We grew rich - or rich, at least, as far as I was concerned. At the Star, in Bermondsey, Kitty had started on a couple of pounds a week, and I had thought my own, small dresser's share of that quite grand enough. Now I earned ten, twenty, thirty times that figure, on my own account, and sometimes more. The sums seemed unimaginable to me: I preferred, perhaps foolishly, not to think of them at all, but let Walter worry over our wages. He, in response to our great successes, had found new agents for his other artistes and was now our manager full-time. He negotiated our contracts, our publicity, and held our money for us; he paid Kitty and she, as before, gave me whatever little cash I needed, when I asked her for it.

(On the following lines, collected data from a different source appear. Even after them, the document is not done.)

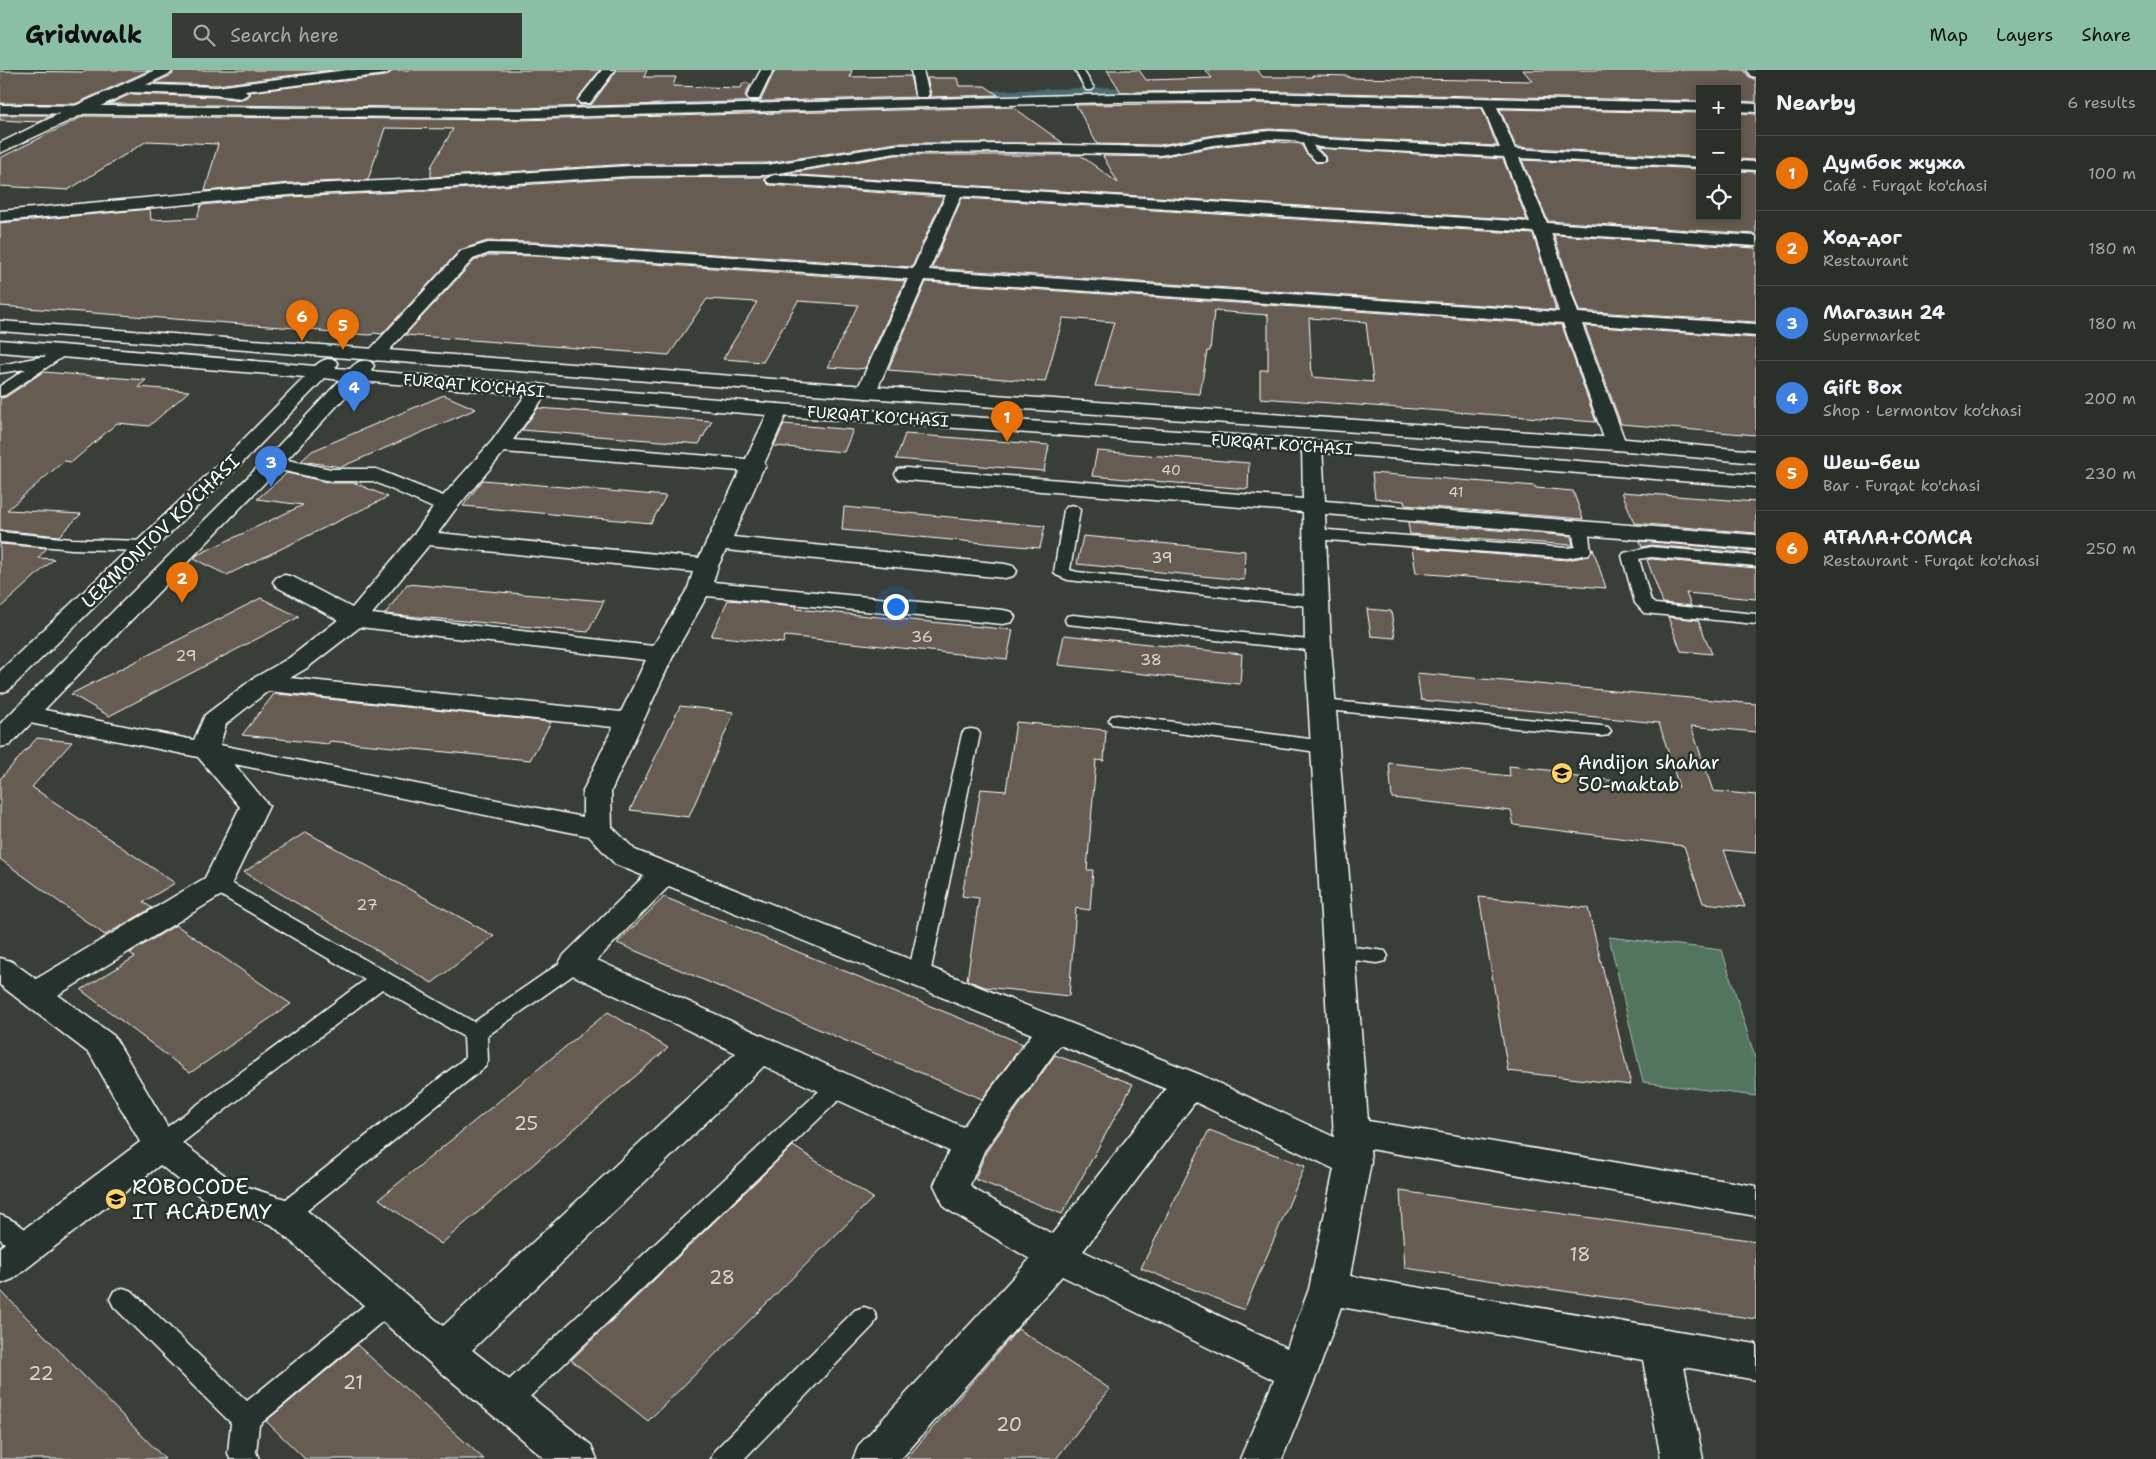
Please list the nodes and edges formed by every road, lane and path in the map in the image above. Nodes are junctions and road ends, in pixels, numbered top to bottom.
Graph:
1 (166, 70) edge
2 (386, 70) edge
3 (609, 70) edge
4 (767, 70) edge
5 (917, 70) edge
6 (1079, 70) edge
7 (1753, 70) edge
8 (329, 73) edge
9 (1756, 73) edge
10 (1257, 84) dead end
11 (128, 88) junction
12 (1089, 88) junction
13 (215, 91) junction
14 (922, 94) junction
15 (289, 95) dead end
16 (754, 96) junction
17 (547, 100) dead end
18 (585, 100) junction
19 (1488, 102) junction
20 (1696, 107) edge
21 (1741, 107) edge
22 (82, 108) junction
23 (1756, 108) edge
24 (0, 109) edge
25 (1307, 141) junction
26 (0, 149) edge
27 (1508, 152) junction
28 (1320, 159) dead end
29 (1696, 163) edge
30 (1741, 165) edge
31 (1756, 166) edge
32 (740, 169) junction
33 (956, 191) junction
34 (0, 216) edge
35 (1541, 228) junction
36 (1756, 241) edge
37 (918, 274) junction
38 (1570, 318) junction
39 (0, 326) edge
40 (1756, 330) edge
41 (0, 346) edge
42 (62, 352) junction
43 (340, 353) junction
44 (374, 355) junction
45 (0, 369) edge
46 (320, 373) junction
47 (355, 376) junction
48 (539, 390) junction
49 (0, 392) edge
50 (866, 392) junction
51 (778, 410) junction
52 (1616, 444) junction
53 (499, 445) junction
54 (1312, 446) junction
55 (1756, 457) edge
56 (273, 463) junction
57 (754, 466) junction
58 (906, 474) dead end
59 (1756, 481) edge
60 (446, 506) junction
61 (1072, 510) dead end
62 (1314, 520) junction
63 (0, 537) edge
64 (423, 538) junction
65 (1756, 542) edge
66 (145, 546) junction
67 (1756, 561) edge
68 (708, 565) junction
69 (1005, 571) dead end
70 (285, 582) dead end
71 (1317, 602) junction
72 (1003, 617) dead end
73 (1756, 619) edge
74 (355, 620) junction
75 (1073, 620) dead end
76 (1318, 646) junction
77 (661, 654) junction
78 (262, 684) junction
79 (0, 686) edge
80 (1322, 705) junction
81 (25, 714) junction
82 (630, 720) junction
83 (1118, 720) dead end
84 (1602, 731) dead end
85 (971, 734) dead end
86 (0, 738) edge
87 (1325, 747) junction
88 (205, 748) junction
89 (598, 830) junction
90 (664, 873) junction
91 (217, 884) junction
92 (1339, 952) junction
93 (1378, 956) dead end
94 (575, 963) junction
95 (0, 969) edge
96 (919, 974) junction
97 (381, 979) junction
98 (34, 995) junction
99 (1054, 1029) junction
100 (475, 1034) junction
101 (760, 1050) junction
102 (1189, 1084) junction
103 (840, 1085) junction
104 (969, 1145) junction
105 (160, 1146) junction
106 (1353, 1147) junction
107 (1756, 1201) edge
108 (285, 1214) junction
109 (9, 1247) edge
110 (1057, 1256) junction
111 (1328, 1289) junction
112 (123, 1299) dead end
113 (387, 1302) junction
114 (864, 1318) dead end
115 (1660, 1346) junction
116 (444, 1351) junction
117 (1756, 1362) edge
118 (1298, 1372) junction
119 (505, 1402) junction
120 (246, 1419) junction
121 (245, 1459) edge
122 (576, 1459) edge
123 (725, 1459) edge
124 (874, 1459) edge
125 (1261, 1459) edge
126 (1682, 1459) edge

1 - 11 street
2 - 8 street
3 - 18 street
4 - 16 street
5 - 14 street
6 - 12 lane
7 - 9 street
8 - 13 street
10 - 12 street
11 - 13 street
11 - 22 street
12 - 14 street
13 - 15 street
14 - 16 street
16 - 18 street
17 - 18 street
19 - 20 street
19 - 22 street
19 - 27 street
21 - 23 street
22 - 24 street
22 - 26 street
25 - 27 street
25 - 28 lane
25 - 32 street
27 - 29 street
27 - 35 street
30 - 31 street
32 - 33 street
32 - 34 street
33 - 35 street
33 - 37 street
35 - 36 street
35 - 38 street
37 - 38 street, LERMONTOV KO’CHASI
37 - 44 street, LERMONTOV KO’CHASI
37 - 50 street
38 - 40 street, LERMONTOV KO’CHASI
38 - 52 street
39 - 43 street, FURQAT KO'CHASI
41 - 42 street, FURQAT KO'CHASI
42 - 45 lane
42 - 46 street, FURQAT KO'CHASI
42 - 49 lane
43 - 44 street, FURQAT KO'CHASI
43 - 46 street, LERMONTOV KO’CHASI
44 - 47 street, LERMONTOV KO’CHASI
44 - 50 street, FURQAT KO'CHASI
46 - 47 street, FURQAT KO'CHASI
46 - 66 street, LERMONTOV KO’CHASI
47 - 48 street, FURQAT KO'CHASI
47 - 56 street, LERMONTOV KO’CHASI
48 - 51 street, FURQAT KO'CHASI
48 - 53 street
50 - 52 street, FURQAT KO'CHASI
51 - 54 street, FURQAT KO'CHASI
51 - 57 street
52 - 55 street, FURQAT KO'CHASI
53 - 57 street
53 - 60 street
54 - 59 street, FURQAT KO'CHASI
54 - 62 street
56 - 60 street
56 - 81 street, LERMONTOV KO’CHASI
57 - 68 street
58 - 62 street
60 - 64 street
61 - 71 lane
62 - 65 street
62 - 71 street
63 - 66 lane
64 - 68 street
64 - 74 street
66 - 79 street, LERMONTOV KO’CHASI
67 - 73 lane
68 - 69 street
68 - 72 street
68 - 77 street
70 - 74 street
71 - 76 street
74 - 77 street
74 - 78 street
75 - 76 lane
76 - 80 street
77 - 82 street
78 - 82 street
78 - 88 street
80 - 84 lane
80 - 87 street
81 - 86 street, LERMONTOV KO’CHASI
81 - 88 street
82 - 89 street
83 - 87 lane
85 - 96 lane
87 - 92 street
88 - 89 street
88 - 91 street
89 - 90 street
90 - 94 street
90 - 96 street
91 - 97 lane
91 - 98 street
92 - 93 lane
92 - 106 street
94 - 100 lane
94 - 101 street
95 - 98 street
96 - 99 street
97 - 100 lane
97 - 105 lane
98 - 105 street
99 - 102 street
99 - 104 street
100 - 108 lane
101 - 103 street
101 - 116 street
102 - 106 street
102 - 110 street
103 - 104 street
103 - 119 lane
104 - 110 street
105 - 108 street
105 - 109 street
106 - 107 street
106 - 111 street
108 - 113 street
110 - 118 street
110 - 124 street
111 - 115 street
111 - 118 street
112 - 120 lane
113 - 116 street
113 - 120 lane
114 - 123 lane
115 - 117 street
115 - 126 street
116 - 119 street
118 - 125 street
119 - 122 street
120 - 121 lane

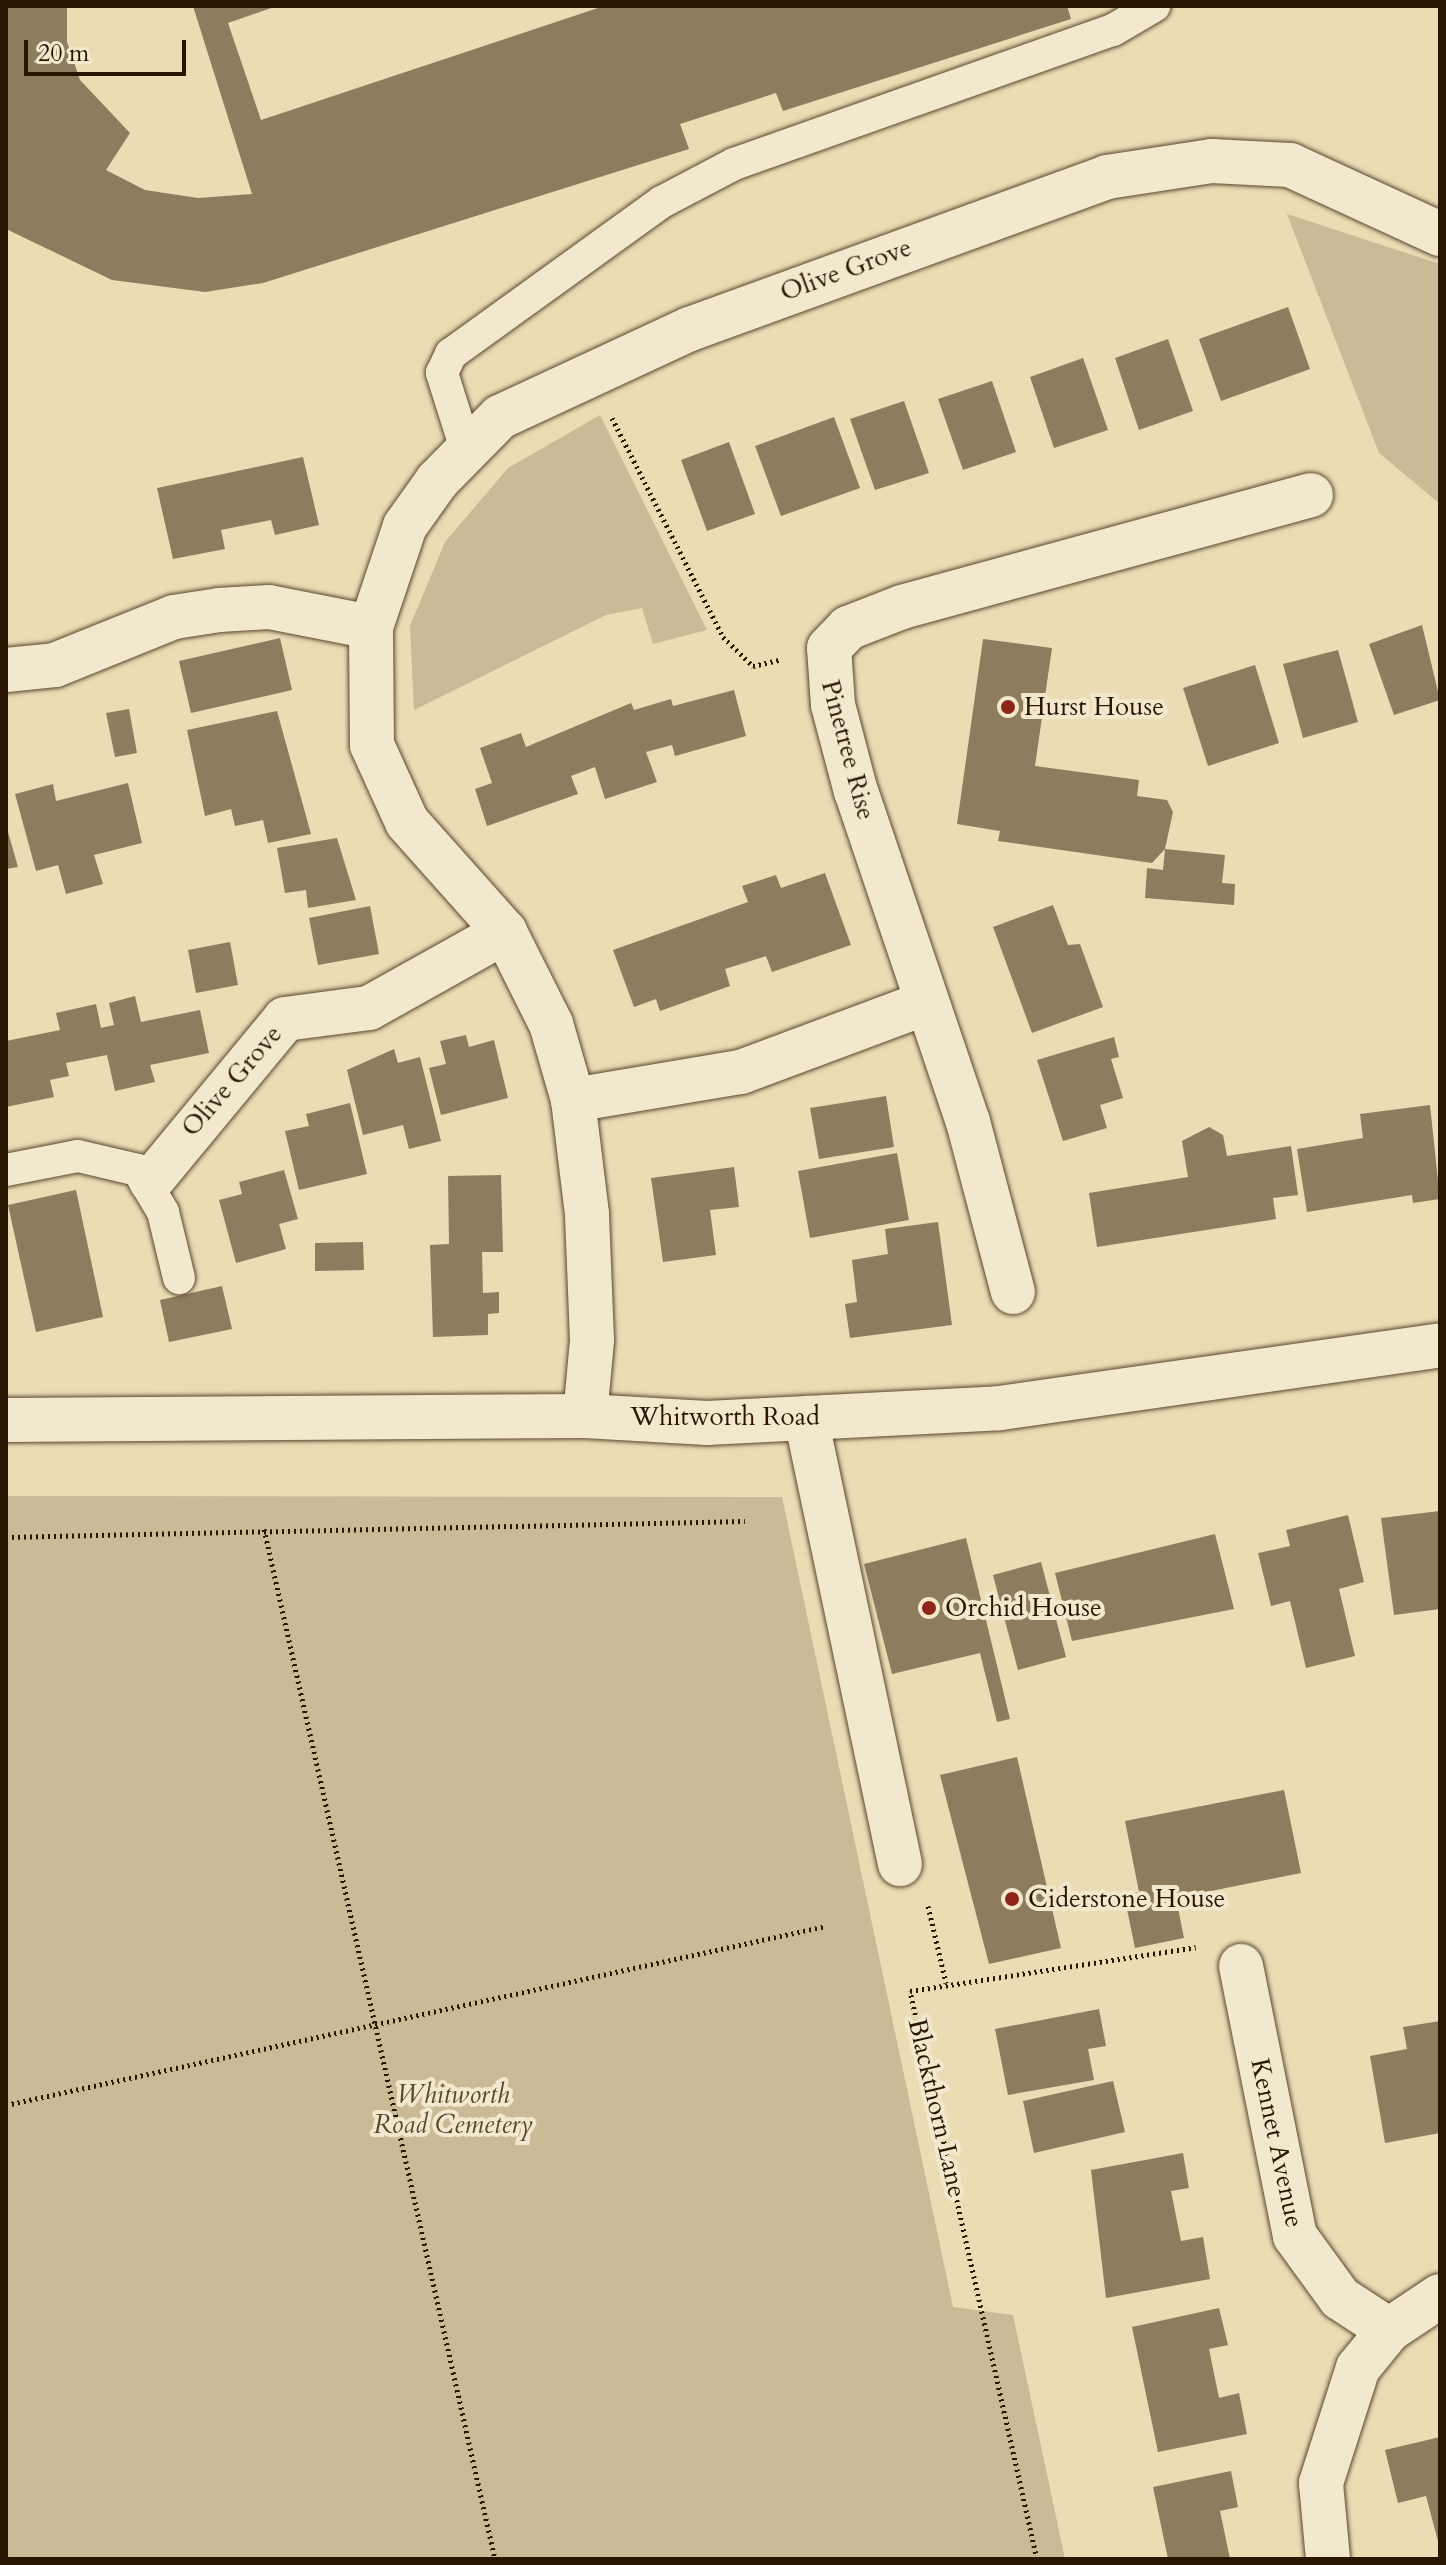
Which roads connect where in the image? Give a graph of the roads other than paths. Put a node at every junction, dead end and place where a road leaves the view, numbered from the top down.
1 (1154, 6) edge
2 (1440, 234) edge
3 (465, 446) junction
4 (1311, 495) dead end
5 (371, 627) junction
6 (6, 670) edge
7 (505, 932) junction
8 (926, 1003) junction
9 (573, 1100) junction
10 (6, 1170) edge
11 (151, 1181) junction
12 (179, 1278) dead end
13 (1013, 1292) dead end
14 (1440, 1345) edge
15 (585, 1416) junction
16 (806, 1418) junction
17 (6, 1420) edge
18 (900, 1864) road end
19 (1241, 1966) road end
20 (1440, 2296) edge
21 (1389, 2330) junction
22 (1328, 2559) edge

1 - 3 lane
2 - 3 street, Olive Grove
3 - 5 street, Olive Grove
4 - 8 street, Pinetree Rise
5 - 6 street
5 - 7 street, Olive Grove
7 - 9 street, Olive Grove
7 - 11 street, Olive Grove
8 - 9 street
8 - 13 street, Pinetree Rise
9 - 15 street, Olive Grove
10 - 11 lane
11 - 12 lane
14 - 16 street, Whitworth Road
15 - 16 street, Whitworth Road
15 - 17 street, Whitworth Road
16 - 18 street
19 - 21 street, Kennet Avenue
20 - 21 street
21 - 22 street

It was rather strange with Walter, now that Kitty and I had grown so close. We saw him quite as often as we had before; we still went driving with him; we still spent long hours with him at Mrs Dendy's piano (though the piano itself had been changed, to a more expensive one). He was as kind and as foolish as ever - but a little dimmed, somehow, a little shadowy, now that the blaze of Kitty's charms was more decidedly turned my way. Perhaps it only seemed so to me; but I was sorry for him, and could not help but wonder what he thought. I was sure he hadn't guessed that Kitty and I were sweethearts - for, of course, we were rather cool ourselves, in public, now.
As rich as we became that year, we were never quite rich enough to be so very choosy about the kind of halls we sang in. For the whole of September we played at the Trocadero - a very smart theatre, and one of the ones that Walter had pointed out to us on our first, giddy tour of the West End, more than a year before. When we left the Troc, however, it was to drive to Deacon's Music Hall, in Islington. This was an altogether different place: small and old, with an audience drawn from the streets and courts of Clerkenwell - and inclined, in consequence, to be rather rough.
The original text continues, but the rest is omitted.